Making loops execute faster is firmly rooted in algebra, but how much does C2 know or care about? When building a highly optimised query engine, a critical concern is the quality of assembly code generated for loops. There is a lot more to JIT compilation than loop optimisation; inlining, class hierarchy analysis, escape analysis to name but a few. Moreover, everything it does has to be fast since it shares resources with the application itself; it can’t spend time unless it brings a net benefit. Being such a generalist, does C2, the JIT compiler used in server applications, know high school algebra?

Specific knowledge of maths is not always worthwhile to program execution, even when it leads to high performance gains. As a motivating example, there is no way to refer directly to the natural numbers in any programming language I have ever used. For instance, the sum of the first n natural numbers is ((n+1) * n)/2, and most high school students know it. This expression is intuitively much faster to evaluate than the equivalent algorithm:

int sum(int n) {
int total = 0;
for (int i = 0; i <= n; ++i) {
total += i;
}
}


But would this loop rewrite be a worthwhile optimisation? The expression takes about 3.5ns to compute the sum of the first million natural numbers, whereas the loop takes 350µs, so we can conclude that C2 does not know this formula and prefers brute force. I would be aghast if time had been spent on optimisations like this: unless your application spends a lot of time adding up contiguous ranges of natural numbers, the marginal benefit is negligible. If this is what your application does most, you should do it yourself. The possibility of an optimisation doesn’t imply its viability: there needs to be a benefit when considering engineering effort, speed improvement, reliability and ubiquity. While this optimisation fails miserably on the grounds of ubiquity, there’s useful schoolboy maths that C2 does seem to know.

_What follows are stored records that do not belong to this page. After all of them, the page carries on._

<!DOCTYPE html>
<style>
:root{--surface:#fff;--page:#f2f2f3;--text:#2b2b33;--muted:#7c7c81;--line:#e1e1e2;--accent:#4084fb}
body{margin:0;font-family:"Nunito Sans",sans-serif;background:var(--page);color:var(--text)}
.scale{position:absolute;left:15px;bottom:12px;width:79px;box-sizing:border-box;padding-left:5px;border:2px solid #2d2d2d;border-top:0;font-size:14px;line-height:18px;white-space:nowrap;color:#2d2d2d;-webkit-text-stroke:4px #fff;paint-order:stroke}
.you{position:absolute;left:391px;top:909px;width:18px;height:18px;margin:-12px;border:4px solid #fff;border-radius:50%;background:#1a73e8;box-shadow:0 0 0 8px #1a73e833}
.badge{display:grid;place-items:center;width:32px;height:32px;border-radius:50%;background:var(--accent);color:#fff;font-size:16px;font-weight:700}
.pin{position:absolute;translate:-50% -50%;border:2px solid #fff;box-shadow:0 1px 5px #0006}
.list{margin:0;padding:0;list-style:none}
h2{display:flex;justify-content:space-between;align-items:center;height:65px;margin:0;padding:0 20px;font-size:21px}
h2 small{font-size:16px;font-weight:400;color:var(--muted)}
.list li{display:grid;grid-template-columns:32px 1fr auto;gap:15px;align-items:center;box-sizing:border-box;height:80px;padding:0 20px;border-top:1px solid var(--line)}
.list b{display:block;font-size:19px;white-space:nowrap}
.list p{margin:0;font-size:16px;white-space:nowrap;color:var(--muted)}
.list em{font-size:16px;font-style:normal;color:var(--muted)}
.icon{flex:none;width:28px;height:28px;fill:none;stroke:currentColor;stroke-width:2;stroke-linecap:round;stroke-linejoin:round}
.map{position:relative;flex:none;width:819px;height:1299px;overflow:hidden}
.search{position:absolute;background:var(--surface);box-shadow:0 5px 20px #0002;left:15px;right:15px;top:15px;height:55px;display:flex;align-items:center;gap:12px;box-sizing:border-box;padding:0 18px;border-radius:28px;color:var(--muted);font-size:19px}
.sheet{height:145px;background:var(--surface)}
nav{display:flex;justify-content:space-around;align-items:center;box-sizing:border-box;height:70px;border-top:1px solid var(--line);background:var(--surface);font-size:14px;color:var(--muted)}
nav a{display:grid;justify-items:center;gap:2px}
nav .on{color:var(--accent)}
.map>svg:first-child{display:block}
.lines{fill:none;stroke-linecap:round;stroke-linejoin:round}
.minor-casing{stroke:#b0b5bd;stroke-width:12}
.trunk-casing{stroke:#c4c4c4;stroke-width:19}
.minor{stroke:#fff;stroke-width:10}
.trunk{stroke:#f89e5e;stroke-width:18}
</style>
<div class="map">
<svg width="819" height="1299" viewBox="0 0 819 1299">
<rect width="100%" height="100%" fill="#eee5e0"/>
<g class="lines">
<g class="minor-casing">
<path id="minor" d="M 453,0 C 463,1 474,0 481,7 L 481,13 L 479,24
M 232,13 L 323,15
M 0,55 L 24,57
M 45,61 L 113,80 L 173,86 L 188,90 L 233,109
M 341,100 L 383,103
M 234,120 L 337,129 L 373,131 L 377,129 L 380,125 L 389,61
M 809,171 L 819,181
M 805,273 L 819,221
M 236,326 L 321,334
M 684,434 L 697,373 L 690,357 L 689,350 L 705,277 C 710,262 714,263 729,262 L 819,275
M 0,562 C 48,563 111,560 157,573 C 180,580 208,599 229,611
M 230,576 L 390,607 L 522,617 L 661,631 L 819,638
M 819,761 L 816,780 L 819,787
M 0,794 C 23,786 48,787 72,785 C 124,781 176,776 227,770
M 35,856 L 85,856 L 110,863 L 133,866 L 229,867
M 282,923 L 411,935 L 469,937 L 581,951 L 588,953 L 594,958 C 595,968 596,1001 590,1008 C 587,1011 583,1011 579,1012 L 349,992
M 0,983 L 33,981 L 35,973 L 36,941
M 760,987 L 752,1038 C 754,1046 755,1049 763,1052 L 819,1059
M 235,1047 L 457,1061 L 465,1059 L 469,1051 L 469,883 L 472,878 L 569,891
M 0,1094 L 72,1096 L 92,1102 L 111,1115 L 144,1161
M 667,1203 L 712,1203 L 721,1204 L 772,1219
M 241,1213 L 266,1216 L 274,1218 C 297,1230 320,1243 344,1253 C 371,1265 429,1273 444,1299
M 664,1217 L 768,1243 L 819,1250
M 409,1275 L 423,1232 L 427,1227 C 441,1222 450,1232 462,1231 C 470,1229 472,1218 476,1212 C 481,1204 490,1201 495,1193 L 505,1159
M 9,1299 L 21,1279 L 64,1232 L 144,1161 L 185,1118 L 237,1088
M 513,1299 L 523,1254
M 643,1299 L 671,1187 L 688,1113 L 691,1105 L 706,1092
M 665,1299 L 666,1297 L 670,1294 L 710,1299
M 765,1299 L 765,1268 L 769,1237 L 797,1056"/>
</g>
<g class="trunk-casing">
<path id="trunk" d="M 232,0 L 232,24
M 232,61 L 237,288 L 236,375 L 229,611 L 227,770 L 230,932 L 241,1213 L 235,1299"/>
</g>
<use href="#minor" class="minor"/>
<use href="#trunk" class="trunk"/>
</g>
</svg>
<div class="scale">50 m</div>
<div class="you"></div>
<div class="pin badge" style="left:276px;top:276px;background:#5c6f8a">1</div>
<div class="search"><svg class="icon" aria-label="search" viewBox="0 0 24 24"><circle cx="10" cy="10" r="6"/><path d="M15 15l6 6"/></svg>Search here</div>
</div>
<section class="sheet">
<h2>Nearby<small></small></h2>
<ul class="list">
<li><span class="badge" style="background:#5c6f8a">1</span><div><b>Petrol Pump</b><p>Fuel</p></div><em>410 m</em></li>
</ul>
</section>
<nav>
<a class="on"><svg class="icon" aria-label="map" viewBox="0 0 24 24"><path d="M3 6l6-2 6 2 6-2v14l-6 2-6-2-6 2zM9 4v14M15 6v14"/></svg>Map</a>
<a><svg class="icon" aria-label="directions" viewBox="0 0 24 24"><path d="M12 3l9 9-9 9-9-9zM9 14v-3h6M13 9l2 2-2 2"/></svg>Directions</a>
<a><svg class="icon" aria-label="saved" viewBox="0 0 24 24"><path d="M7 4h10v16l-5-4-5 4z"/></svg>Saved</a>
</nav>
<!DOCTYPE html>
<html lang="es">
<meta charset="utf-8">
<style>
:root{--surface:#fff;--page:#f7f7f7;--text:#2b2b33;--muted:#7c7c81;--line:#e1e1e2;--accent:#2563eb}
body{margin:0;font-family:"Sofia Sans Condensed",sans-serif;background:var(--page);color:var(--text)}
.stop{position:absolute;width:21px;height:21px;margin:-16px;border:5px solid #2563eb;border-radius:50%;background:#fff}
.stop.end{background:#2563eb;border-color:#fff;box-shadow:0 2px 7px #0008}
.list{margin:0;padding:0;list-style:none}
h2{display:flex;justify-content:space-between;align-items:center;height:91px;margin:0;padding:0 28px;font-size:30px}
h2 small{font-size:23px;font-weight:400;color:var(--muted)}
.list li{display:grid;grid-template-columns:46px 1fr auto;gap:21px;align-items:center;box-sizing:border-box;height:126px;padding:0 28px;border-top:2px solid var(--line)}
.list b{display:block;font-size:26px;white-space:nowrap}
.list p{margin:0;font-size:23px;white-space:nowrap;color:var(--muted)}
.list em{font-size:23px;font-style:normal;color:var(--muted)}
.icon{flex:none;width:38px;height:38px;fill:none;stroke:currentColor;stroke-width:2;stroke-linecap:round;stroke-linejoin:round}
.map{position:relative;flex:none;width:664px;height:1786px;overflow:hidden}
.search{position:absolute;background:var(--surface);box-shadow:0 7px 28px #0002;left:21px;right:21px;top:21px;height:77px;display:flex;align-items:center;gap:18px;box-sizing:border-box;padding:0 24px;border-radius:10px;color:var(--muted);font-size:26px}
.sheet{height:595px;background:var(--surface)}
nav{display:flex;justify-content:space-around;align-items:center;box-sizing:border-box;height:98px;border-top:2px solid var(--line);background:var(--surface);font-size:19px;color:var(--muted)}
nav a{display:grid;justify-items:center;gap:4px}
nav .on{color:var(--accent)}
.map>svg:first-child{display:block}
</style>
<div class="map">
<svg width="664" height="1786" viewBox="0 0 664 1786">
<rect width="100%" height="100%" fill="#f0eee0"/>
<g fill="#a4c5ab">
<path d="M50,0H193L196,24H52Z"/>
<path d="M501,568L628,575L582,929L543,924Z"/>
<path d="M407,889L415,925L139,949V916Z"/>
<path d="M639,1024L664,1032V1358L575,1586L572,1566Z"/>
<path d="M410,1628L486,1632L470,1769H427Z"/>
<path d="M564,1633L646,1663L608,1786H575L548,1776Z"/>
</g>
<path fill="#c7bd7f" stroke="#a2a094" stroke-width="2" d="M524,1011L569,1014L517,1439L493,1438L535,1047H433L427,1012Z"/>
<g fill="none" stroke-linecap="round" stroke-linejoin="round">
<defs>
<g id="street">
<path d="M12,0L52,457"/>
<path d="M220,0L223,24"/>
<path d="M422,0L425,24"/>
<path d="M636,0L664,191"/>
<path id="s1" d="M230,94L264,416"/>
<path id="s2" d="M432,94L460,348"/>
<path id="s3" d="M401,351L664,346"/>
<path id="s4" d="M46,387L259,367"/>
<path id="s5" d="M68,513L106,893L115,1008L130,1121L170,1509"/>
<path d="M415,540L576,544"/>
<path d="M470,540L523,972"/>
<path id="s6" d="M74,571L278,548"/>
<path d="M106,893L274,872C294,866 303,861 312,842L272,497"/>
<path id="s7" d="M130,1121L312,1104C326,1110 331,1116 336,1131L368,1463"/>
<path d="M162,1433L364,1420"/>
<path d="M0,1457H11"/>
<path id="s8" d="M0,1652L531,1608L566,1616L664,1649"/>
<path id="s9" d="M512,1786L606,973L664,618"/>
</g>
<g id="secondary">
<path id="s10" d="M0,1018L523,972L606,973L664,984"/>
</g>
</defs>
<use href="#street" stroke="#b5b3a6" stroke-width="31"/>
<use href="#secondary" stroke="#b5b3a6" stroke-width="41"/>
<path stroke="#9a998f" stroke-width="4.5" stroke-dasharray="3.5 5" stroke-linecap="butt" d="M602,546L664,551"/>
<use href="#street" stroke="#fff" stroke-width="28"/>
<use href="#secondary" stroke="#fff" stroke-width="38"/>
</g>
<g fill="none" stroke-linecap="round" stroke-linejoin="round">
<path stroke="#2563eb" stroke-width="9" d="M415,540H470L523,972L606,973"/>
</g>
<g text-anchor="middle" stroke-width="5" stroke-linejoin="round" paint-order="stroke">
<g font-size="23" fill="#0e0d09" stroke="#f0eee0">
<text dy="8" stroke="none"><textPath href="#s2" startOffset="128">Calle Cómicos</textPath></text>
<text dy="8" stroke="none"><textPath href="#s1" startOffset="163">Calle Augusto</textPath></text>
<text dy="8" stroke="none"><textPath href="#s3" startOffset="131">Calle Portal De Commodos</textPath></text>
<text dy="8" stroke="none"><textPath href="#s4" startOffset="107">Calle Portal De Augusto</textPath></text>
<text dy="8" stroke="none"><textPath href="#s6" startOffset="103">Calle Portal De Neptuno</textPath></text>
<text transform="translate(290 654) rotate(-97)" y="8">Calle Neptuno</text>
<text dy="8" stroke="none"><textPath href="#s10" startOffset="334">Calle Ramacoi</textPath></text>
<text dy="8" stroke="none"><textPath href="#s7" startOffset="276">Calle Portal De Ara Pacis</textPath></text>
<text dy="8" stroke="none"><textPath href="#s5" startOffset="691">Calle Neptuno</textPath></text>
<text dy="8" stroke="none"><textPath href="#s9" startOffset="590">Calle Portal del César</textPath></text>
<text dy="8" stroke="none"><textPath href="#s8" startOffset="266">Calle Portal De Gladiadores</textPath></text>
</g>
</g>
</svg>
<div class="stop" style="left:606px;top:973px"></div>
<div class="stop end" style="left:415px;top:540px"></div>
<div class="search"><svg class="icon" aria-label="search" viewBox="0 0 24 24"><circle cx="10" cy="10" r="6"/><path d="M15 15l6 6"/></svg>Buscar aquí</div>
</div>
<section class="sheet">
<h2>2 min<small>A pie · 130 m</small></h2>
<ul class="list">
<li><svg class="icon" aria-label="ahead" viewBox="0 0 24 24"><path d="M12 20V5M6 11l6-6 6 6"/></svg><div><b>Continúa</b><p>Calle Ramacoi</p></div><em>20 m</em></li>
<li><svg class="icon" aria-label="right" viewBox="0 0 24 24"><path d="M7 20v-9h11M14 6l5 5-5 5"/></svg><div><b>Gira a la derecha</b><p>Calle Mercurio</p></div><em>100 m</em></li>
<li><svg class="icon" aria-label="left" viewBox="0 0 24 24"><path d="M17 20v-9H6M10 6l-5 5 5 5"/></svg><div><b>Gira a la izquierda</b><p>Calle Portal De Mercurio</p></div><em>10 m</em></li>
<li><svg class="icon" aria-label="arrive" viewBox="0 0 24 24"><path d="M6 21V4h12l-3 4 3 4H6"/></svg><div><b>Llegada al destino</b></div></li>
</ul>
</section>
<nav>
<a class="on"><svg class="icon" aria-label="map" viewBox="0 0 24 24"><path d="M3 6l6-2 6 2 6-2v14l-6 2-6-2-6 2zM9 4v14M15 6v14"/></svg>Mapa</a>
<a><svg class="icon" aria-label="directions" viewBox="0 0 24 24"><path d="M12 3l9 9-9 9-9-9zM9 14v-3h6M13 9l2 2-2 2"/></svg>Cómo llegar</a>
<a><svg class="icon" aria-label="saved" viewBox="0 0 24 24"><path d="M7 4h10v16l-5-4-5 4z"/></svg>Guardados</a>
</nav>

Associativity and Dependencies

Each x86 instruction has a throughput - the number of cycles it takes to complete - and a latency - the number of cycles it takes before the result is available to the next instruction in a chain. These numbers are produced by processor vendors, but there are independent numbers like these from Agner Fog, which also includes more detailed definitions of terms like latency. At first, the latency number feels a bit like a scam: what use is an advertised throughput if we can’t use the result immediately? This is where pipelining comes in: independent instructions can be interleaved. If a loop operation is associative and there are no dependencies between iterations, then it can be unrolled, which enables pipelining. If a loop operation is also commutative, then out of order execution is permitted. Evidence of an unrolled loop suggests that the compiler has realised that an operation is at least associative.

To see this in action it’s necessary to find an associative loop reduction that the compiler can’t vectorise. I took an example from the RoaringBitmap library - computing the cardinality of a bitmap container - which is a perfect example to capture this behaviour, because bit counts cannot be vectorised in Java.

  /**
* Recomputes the cardinality of the bitmap.
*/
protected void computeCardinality() {
this.cardinality = 0;
for (int k = 0; k < this.bitmap.length; k++) {
this.cardinality += Long.bitCount(this.bitmap[k]);
}
}


we can see evidence of loop unrolling and out of order execution when looking at the assembly code emitted. The popcnt instructions are executed on the array out of order, and do not wait for the addition to the accumulator.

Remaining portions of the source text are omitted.